▶ _Your goal_
Only lines holding "Eflatun" are needed; copy each of them from the data below.
━━━━━ Task input ━━━━━
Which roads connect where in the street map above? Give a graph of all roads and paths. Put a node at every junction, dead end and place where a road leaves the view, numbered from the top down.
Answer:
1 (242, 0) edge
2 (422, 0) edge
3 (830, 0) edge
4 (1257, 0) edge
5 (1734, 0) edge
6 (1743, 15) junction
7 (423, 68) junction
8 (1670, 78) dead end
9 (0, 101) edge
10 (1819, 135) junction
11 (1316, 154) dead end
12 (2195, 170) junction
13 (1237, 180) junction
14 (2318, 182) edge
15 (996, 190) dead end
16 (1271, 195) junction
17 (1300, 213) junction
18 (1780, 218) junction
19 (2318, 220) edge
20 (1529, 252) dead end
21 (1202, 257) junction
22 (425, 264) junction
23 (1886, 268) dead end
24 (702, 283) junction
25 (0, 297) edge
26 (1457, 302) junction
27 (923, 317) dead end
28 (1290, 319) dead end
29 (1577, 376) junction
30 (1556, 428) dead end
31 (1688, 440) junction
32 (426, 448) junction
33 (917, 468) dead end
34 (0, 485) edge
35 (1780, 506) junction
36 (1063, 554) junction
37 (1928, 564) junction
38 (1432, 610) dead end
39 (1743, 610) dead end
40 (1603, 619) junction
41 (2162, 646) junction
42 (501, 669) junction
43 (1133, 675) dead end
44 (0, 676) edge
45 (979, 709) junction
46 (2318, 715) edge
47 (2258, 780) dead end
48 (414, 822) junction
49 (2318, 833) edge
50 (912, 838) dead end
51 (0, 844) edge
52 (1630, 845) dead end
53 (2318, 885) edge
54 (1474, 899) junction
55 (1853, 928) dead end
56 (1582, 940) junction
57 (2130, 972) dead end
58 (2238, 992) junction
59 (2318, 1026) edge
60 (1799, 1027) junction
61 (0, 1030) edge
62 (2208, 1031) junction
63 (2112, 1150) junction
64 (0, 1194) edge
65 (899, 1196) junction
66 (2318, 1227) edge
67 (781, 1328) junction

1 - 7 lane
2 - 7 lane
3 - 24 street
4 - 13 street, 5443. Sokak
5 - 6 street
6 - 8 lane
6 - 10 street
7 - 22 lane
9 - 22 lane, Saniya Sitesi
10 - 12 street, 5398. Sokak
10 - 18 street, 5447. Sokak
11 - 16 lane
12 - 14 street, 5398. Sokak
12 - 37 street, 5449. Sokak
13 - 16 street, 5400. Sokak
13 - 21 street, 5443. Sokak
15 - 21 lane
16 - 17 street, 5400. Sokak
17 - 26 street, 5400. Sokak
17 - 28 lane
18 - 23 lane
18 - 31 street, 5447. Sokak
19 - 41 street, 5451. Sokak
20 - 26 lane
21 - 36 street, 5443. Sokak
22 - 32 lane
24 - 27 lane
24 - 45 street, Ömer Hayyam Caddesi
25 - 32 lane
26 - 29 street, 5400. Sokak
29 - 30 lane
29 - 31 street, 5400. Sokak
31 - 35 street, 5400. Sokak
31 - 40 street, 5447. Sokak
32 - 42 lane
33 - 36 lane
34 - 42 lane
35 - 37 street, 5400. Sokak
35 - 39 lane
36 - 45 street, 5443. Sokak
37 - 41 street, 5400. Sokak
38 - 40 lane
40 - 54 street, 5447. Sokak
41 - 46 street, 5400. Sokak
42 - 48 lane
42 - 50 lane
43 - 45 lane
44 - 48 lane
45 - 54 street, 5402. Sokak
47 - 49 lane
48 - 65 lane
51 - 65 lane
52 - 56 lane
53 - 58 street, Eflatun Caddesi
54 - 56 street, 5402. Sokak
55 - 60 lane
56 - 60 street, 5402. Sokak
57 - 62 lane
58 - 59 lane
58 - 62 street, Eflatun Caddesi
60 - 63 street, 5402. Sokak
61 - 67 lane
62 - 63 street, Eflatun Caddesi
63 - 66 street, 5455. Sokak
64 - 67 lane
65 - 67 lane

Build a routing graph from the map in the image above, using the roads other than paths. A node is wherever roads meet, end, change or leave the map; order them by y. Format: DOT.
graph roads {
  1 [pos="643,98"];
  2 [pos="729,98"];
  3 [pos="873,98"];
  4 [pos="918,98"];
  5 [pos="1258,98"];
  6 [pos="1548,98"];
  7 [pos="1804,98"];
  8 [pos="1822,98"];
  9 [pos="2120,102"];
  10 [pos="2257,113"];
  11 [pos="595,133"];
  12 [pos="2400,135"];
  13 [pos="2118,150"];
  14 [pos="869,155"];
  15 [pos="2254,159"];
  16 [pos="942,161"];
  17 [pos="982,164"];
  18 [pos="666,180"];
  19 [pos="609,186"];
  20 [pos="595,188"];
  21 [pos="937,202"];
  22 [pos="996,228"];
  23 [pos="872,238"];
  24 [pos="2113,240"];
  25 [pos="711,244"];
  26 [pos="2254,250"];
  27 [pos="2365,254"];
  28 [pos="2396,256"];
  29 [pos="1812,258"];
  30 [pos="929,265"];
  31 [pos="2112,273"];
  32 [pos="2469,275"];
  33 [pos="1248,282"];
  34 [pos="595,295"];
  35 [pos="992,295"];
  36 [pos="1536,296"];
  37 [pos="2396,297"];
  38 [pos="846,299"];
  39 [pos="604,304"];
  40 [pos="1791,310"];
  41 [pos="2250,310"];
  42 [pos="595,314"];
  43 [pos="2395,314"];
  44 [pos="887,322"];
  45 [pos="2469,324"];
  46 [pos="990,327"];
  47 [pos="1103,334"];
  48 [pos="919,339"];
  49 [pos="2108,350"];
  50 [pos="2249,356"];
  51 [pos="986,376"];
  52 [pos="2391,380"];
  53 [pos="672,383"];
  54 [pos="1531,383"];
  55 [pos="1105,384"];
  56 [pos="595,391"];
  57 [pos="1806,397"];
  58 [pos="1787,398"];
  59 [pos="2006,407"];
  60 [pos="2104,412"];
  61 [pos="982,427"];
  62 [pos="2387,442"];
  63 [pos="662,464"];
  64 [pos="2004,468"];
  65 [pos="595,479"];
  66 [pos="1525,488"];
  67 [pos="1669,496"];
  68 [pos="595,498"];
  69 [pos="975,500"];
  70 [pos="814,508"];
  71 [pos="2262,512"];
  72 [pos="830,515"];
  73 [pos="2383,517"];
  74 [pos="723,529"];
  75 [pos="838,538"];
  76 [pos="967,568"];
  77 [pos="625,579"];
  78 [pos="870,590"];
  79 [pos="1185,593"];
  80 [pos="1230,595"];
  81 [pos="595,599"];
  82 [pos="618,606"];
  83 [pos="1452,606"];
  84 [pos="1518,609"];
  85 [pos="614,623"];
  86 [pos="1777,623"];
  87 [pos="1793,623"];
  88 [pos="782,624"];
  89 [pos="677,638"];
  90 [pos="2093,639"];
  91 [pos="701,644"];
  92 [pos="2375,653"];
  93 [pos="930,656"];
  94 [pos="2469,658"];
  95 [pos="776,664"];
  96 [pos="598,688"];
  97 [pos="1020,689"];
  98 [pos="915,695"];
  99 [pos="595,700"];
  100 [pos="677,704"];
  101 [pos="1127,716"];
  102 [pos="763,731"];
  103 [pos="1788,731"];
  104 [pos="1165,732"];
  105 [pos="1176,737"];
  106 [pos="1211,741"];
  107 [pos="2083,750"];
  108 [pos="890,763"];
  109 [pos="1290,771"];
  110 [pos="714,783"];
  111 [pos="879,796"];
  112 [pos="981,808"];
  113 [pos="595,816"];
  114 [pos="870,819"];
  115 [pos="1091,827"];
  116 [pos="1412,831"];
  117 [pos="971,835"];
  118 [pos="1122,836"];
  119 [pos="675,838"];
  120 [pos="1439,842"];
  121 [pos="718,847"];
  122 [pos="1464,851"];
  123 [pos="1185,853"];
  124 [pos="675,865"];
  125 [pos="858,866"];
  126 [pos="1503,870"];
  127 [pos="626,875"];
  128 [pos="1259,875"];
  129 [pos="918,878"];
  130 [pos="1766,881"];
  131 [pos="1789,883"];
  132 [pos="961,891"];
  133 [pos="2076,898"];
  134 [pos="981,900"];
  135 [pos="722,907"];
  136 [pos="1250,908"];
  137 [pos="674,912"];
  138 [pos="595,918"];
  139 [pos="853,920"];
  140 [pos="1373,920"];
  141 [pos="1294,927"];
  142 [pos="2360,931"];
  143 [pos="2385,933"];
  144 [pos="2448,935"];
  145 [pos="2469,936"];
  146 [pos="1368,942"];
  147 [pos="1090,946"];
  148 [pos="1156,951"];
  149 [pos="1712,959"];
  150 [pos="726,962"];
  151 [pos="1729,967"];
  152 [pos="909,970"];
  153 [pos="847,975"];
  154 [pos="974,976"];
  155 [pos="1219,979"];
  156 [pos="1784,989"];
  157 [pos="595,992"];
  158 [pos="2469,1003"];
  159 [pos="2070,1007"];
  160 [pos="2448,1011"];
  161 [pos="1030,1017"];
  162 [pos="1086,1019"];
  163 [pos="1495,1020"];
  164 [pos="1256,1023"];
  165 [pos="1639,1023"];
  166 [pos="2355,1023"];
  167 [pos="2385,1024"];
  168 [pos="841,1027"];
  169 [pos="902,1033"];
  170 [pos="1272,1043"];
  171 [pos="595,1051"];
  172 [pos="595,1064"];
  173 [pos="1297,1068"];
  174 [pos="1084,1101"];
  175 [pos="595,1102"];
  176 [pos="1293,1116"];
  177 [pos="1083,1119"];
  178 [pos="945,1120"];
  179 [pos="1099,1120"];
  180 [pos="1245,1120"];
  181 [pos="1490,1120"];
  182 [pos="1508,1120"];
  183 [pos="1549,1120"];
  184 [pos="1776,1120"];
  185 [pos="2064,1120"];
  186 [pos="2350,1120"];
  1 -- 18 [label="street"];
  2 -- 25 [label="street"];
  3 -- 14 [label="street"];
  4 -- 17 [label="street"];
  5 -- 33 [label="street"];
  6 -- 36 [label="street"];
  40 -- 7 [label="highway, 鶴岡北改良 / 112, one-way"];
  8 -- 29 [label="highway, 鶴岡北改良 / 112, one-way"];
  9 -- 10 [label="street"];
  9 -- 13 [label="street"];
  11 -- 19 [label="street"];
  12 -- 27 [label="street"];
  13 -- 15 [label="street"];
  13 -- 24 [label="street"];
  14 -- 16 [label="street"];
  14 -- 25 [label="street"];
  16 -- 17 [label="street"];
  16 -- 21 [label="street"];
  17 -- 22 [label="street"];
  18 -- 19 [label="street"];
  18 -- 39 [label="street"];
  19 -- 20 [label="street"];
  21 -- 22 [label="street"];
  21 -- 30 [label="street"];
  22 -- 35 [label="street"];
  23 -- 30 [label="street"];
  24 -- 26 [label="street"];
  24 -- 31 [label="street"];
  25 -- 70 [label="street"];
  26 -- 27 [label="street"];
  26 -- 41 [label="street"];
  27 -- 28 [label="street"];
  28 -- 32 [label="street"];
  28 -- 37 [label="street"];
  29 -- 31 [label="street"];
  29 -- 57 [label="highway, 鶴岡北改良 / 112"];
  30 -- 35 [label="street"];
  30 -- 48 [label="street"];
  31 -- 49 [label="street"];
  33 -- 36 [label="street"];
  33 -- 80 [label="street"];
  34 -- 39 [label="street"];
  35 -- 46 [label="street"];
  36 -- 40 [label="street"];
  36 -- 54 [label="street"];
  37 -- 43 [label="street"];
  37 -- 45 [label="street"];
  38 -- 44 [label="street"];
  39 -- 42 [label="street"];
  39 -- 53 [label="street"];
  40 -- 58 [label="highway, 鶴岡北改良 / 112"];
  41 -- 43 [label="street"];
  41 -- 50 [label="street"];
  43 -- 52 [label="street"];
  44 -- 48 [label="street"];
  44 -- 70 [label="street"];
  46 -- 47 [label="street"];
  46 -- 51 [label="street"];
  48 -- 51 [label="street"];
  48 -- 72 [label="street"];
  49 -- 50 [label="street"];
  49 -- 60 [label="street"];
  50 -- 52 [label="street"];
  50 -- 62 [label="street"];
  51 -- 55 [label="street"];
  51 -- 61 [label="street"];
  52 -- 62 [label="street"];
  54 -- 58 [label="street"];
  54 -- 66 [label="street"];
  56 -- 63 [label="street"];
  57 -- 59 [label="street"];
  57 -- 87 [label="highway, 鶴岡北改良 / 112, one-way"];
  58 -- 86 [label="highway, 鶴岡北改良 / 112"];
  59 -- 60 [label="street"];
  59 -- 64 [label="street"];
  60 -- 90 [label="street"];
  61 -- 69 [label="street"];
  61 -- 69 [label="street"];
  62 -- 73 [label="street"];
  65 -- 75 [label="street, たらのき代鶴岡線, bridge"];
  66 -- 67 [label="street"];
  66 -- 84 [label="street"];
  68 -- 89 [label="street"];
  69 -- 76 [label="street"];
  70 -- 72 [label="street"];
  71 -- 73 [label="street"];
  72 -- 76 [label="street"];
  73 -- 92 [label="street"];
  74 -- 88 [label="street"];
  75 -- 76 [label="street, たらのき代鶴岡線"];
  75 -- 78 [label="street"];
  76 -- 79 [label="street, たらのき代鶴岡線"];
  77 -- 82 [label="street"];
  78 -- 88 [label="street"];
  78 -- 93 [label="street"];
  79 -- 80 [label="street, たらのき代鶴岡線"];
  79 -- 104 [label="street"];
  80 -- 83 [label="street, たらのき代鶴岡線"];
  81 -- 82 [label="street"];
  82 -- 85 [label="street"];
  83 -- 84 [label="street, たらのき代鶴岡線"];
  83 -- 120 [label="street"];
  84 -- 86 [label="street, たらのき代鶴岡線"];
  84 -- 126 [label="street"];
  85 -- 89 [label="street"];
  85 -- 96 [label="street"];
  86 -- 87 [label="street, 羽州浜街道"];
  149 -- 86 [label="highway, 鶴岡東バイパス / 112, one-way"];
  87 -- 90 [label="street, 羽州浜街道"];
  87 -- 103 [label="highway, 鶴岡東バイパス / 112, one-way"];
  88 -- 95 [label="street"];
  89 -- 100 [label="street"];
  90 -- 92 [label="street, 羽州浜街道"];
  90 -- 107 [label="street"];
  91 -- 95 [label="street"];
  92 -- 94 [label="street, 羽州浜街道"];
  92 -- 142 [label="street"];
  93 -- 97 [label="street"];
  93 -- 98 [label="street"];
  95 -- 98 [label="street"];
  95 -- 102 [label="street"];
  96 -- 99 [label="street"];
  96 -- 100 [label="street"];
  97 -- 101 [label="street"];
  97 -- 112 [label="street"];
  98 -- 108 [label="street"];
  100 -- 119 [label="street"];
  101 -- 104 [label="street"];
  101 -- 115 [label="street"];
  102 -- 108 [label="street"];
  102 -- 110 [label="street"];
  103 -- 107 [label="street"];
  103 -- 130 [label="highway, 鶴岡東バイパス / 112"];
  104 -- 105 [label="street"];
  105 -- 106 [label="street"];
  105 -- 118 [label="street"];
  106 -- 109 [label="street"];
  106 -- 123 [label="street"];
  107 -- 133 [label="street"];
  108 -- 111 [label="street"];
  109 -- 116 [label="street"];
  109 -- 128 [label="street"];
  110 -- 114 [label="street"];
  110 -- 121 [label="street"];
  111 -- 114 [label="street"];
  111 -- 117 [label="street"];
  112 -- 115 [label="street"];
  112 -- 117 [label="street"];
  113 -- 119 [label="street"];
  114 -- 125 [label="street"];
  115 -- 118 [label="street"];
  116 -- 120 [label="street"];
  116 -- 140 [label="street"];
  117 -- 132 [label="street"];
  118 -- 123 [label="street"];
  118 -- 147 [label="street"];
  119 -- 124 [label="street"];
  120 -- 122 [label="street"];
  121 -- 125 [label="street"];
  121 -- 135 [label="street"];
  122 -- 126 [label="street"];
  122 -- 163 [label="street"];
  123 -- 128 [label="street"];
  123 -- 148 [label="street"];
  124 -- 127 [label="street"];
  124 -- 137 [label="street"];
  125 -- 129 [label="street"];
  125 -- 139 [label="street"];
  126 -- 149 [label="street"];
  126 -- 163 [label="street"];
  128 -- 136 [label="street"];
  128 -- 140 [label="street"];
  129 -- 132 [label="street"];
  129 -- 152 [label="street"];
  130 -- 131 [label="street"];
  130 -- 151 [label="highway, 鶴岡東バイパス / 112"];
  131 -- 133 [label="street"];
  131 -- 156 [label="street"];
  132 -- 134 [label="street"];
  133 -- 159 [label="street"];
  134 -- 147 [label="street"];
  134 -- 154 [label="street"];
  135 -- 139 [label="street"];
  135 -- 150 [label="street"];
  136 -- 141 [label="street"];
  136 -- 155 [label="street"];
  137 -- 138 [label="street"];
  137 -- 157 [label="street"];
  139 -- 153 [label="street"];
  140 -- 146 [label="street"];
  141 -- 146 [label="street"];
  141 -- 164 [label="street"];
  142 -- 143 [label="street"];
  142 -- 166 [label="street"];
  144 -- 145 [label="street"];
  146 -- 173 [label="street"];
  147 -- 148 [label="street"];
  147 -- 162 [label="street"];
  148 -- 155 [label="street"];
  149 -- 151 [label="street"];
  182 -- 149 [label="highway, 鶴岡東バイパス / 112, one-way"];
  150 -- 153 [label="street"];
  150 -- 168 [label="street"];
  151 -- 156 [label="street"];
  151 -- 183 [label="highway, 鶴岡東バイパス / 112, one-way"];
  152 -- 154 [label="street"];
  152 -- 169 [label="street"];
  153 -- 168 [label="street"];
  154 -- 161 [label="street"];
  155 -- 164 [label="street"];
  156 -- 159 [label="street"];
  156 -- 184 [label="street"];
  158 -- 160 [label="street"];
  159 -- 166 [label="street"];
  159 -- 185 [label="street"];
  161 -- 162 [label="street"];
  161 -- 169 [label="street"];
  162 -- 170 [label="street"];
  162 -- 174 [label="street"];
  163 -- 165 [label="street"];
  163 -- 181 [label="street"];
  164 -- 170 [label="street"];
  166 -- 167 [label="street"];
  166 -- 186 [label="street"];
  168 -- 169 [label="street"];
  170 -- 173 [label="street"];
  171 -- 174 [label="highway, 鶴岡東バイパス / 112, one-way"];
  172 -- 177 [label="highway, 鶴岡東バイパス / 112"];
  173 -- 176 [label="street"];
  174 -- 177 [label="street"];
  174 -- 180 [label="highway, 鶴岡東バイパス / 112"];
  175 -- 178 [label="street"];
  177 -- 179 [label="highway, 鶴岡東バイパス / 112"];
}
━━━━━
▶ _Completed exercise_
53 - 58 street, Eflatun Caddesi
58 - 62 street, Eflatun Caddesi
62 - 63 street, Eflatun Caddesi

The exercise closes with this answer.